2. Das wäre aber ein ganz gewaltiger Trugschluss, für den Du alleine stehen muss.
(Dass Frauen eben schlechte Ratschläge in Bezug auf Frauen geben, ist nebenbei eine recht wohlbekannte Sache; genauso wird es wenige Frauen geben, die z.B. aktiv erklärt, dass dieses oder jenes Verhalten diese oder jene Auswirkung/Bedeutung hat—was aber z.B. der Familienvater typischerweise machen würde.)
3. Ein weiterer Trugschluss: Deren Situation ist völlig anders. Z.B. würde ein Adoptionsverbot für Schwule nur dazu führen, dass das Kind andere Eltern hätte. Bei den Schwarzen würde das Verbot zu einer Nicht-Existenz von dem Kind führen. In dem einen Fall würde die Hänzeleien ein Leben kaufen; in dem anderen Vorteile nur für die Eltern bringen (und auch auf Kosten von einem anderen Elternpaar).

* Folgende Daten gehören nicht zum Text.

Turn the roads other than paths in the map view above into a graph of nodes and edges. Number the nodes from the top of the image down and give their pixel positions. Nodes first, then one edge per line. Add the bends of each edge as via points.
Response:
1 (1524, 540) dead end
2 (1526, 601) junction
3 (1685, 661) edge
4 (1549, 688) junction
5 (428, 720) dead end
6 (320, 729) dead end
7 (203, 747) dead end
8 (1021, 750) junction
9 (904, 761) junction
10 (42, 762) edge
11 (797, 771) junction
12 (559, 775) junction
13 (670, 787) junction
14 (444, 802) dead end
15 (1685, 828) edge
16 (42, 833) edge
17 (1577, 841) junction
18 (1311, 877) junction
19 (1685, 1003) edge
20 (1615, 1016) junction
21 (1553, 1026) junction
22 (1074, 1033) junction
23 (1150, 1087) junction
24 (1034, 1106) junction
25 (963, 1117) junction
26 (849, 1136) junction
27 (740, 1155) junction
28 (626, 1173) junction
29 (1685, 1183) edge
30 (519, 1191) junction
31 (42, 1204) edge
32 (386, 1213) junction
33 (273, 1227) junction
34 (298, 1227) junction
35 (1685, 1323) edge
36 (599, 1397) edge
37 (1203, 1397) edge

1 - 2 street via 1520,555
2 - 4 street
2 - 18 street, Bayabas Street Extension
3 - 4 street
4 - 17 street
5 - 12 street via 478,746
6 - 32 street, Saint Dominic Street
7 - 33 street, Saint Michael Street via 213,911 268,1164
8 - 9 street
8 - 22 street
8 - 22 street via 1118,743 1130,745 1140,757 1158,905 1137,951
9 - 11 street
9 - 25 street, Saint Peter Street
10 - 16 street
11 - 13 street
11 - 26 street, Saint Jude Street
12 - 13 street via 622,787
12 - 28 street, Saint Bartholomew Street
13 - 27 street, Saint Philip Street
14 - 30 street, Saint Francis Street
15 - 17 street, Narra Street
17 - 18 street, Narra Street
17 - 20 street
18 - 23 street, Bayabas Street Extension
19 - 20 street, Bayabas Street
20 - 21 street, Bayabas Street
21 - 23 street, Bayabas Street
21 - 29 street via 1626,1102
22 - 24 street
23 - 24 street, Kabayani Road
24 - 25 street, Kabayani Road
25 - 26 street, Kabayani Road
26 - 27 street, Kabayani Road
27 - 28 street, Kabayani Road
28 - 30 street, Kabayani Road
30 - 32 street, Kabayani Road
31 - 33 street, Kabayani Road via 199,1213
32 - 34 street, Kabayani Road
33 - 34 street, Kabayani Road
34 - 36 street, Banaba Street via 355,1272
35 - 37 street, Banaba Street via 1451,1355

@michaeleriksson: Der Artikel war nicht dazu gedacht, Dich zu überzeugen, er sollte nur auf die Studie hinweisen. Schau doch mal, wo Du Näheres darüber findest.
Auch als Hinweis auf die Studie ist der Artikel leider nutzlos, denn es fehlt Anhaltspunkte für z.B. ein vernunftiges Googlen.
@michaeleriksson: Das hier ist ein Blog und kein Auskunftsbüro. Wie wäre es mal mit selber recherchieren?
@Damien Wenn Du keine Quellen zu Untersuchungen hast, dann sag dies von Anfang an—dies würde ich durchaus respektieren. In diesem Zusammenhang sieht es aber so aus, als möchtest Du diese besondere Studie als Argument benutzen, und dann obliegt es Dir ausreichende Nachweise zu erbringen.
Vorallem: Wenn tatsächlich Deine eigene Ansicht aus dem einen Artikel stammen würde, dann ist diese Ansicht viel zu schlecht untermauert.
@michaeleriksson: Du hast das „Argument“ mit den fehlenden Untersuchungen ins Spiel gebracht und Adrian hat Dir entgegnet, dass es sie bereits gibt. Ich habe mich in meinem Beitrag überhaupt nicht auf Untersuchungen bezogen.